» TASK BRIEF
Each line of the listing below must be returned exactly.

» RECORDS SHOWN
◇ ◇ ◇ ◇ ◇
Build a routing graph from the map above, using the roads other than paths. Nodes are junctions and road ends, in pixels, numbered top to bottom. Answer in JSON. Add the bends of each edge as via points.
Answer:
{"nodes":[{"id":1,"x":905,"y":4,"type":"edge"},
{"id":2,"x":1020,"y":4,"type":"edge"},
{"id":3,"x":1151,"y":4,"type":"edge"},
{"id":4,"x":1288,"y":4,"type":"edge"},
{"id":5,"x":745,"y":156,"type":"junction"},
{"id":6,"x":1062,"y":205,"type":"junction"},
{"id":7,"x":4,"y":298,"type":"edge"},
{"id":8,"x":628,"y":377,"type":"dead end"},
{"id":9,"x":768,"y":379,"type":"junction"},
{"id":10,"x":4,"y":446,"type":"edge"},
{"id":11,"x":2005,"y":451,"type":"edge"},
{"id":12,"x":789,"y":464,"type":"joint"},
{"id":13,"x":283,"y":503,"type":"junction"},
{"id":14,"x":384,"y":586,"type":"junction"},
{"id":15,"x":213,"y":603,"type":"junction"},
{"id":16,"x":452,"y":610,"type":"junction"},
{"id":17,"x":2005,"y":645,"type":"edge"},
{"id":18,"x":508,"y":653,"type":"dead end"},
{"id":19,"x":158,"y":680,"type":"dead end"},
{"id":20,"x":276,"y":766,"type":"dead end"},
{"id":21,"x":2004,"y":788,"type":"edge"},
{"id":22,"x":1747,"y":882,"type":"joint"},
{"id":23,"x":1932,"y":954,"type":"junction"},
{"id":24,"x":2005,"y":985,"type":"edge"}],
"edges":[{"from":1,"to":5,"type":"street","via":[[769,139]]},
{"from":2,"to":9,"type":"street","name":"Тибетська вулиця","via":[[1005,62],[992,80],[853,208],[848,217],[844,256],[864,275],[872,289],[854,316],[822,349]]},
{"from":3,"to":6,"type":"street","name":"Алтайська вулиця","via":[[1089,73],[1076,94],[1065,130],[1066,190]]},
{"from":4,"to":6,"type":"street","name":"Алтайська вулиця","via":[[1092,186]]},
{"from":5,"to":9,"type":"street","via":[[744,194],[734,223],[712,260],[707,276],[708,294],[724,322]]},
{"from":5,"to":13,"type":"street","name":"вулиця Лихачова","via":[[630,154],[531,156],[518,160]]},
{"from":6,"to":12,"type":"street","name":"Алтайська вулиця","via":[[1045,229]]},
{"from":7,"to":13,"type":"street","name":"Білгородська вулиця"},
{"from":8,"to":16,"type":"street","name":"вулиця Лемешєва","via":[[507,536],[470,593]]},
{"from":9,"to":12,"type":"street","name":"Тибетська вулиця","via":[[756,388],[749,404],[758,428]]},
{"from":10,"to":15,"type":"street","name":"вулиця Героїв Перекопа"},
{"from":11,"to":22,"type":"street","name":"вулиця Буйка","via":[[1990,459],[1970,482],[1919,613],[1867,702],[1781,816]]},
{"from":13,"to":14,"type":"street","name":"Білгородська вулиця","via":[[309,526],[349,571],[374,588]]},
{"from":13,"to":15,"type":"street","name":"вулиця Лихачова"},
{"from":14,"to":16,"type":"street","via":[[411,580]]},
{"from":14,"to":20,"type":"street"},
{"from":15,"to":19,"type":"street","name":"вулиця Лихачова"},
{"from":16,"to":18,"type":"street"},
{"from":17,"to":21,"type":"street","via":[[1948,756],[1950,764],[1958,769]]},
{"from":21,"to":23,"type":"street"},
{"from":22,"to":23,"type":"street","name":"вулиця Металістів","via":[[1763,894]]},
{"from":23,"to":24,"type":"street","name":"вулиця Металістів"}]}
◇ ◇ ◇ ◇ ◇
» THE COMPLETED TASK
Build a routing graph from the map above, using the roads other than paths. Nodes are junctions and road ends, in pixels, numbered top to bottom. Answer in JSON. Add the bends of each edge as via points.
Answer:
{"nodes":[{"id":1,"x":905,"y":4,"type":"edge"},
{"id":2,"x":1020,"y":4,"type":"edge"},
{"id":3,"x":1151,"y":4,"type":"edge"},
{"id":4,"x":1288,"y":4,"type":"edge"},
{"id":5,"x":745,"y":156,"type":"junction"},
{"id":6,"x":1062,"y":205,"type":"junction"},
{"id":7,"x":4,"y":298,"type":"edge"},
{"id":8,"x":628,"y":377,"type":"dead end"},
{"id":9,"x":768,"y":379,"type":"junction"},
{"id":10,"x":4,"y":446,"type":"edge"},
{"id":11,"x":2005,"y":451,"type":"edge"},
{"id":12,"x":789,"y":464,"type":"joint"},
{"id":13,"x":283,"y":503,"type":"junction"},
{"id":14,"x":384,"y":586,"type":"junction"},
{"id":15,"x":213,"y":603,"type":"junction"},
{"id":16,"x":452,"y":610,"type":"junction"},
{"id":17,"x":2005,"y":645,"type":"edge"},
{"id":18,"x":508,"y":653,"type":"dead end"},
{"id":19,"x":158,"y":680,"type":"dead end"},
{"id":20,"x":276,"y":766,"type":"dead end"},
{"id":21,"x":2004,"y":788,"type":"edge"},
{"id":22,"x":1747,"y":882,"type":"joint"},
{"id":23,"x":1932,"y":954,"type":"junction"},
{"id":24,"x":2005,"y":985,"type":"edge"}],
"edges":[{"from":1,"to":5,"type":"street","via":[[769,139]]},
{"from":2,"to":9,"type":"street","name":"Тибетська вулиця","via":[[1005,62],[992,80],[853,208],[848,217],[844,256],[864,275],[872,289],[854,316],[822,349]]},
{"from":3,"to":6,"type":"street","name":"Алтайська вулиця","via":[[1089,73],[1076,94],[1065,130],[1066,190]]},
{"from":4,"to":6,"type":"street","name":"Алтайська вулиця","via":[[1092,186]]},
{"from":5,"to":9,"type":"street","via":[[744,194],[734,223],[712,260],[707,276],[708,294],[724,322]]},
{"from":5,"to":13,"type":"street","name":"вулиця Лихачова","via":[[630,154],[531,156],[518,160]]},
{"from":6,"to":12,"type":"street","name":"Алтайська вулиця","via":[[1045,229]]},
{"from":7,"to":13,"type":"street","name":"Білгородська вулиця"},
{"from":8,"to":16,"type":"street","name":"вулиця Лемешєва","via":[[507,536],[470,593]]},
{"from":9,"to":12,"type":"street","name":"Тибетська вулиця","via":[[756,388],[749,404],[758,428]]},
{"from":10,"to":15,"type":"street","name":"вулиця Героїв Перекопа"},
{"from":11,"to":22,"type":"street","name":"вулиця Буйка","via":[[1990,459],[1970,482],[1919,613],[1867,702],[1781,816]]},
{"from":13,"to":14,"type":"street","name":"Білгородська вулиця","via":[[309,526],[349,571],[374,588]]},
{"from":13,"to":15,"type":"street","name":"вулиця Лихачова"},
{"from":14,"to":16,"type":"street","via":[[411,580]]},
{"from":14,"to":20,"type":"street"},
{"from":15,"to":19,"type":"street","name":"вулиця Лихачова"},
{"from":16,"to":18,"type":"street"},
{"from":17,"to":21,"type":"street","via":[[1948,756],[1950,764],[1958,769]]},
{"from":21,"to":23,"type":"street"},
{"from":22,"to":23,"type":"street","name":"вулиця Металістів","via":[[1763,894]]},
{"from":23,"to":24,"type":"street","name":"вулиця Металістів"}]}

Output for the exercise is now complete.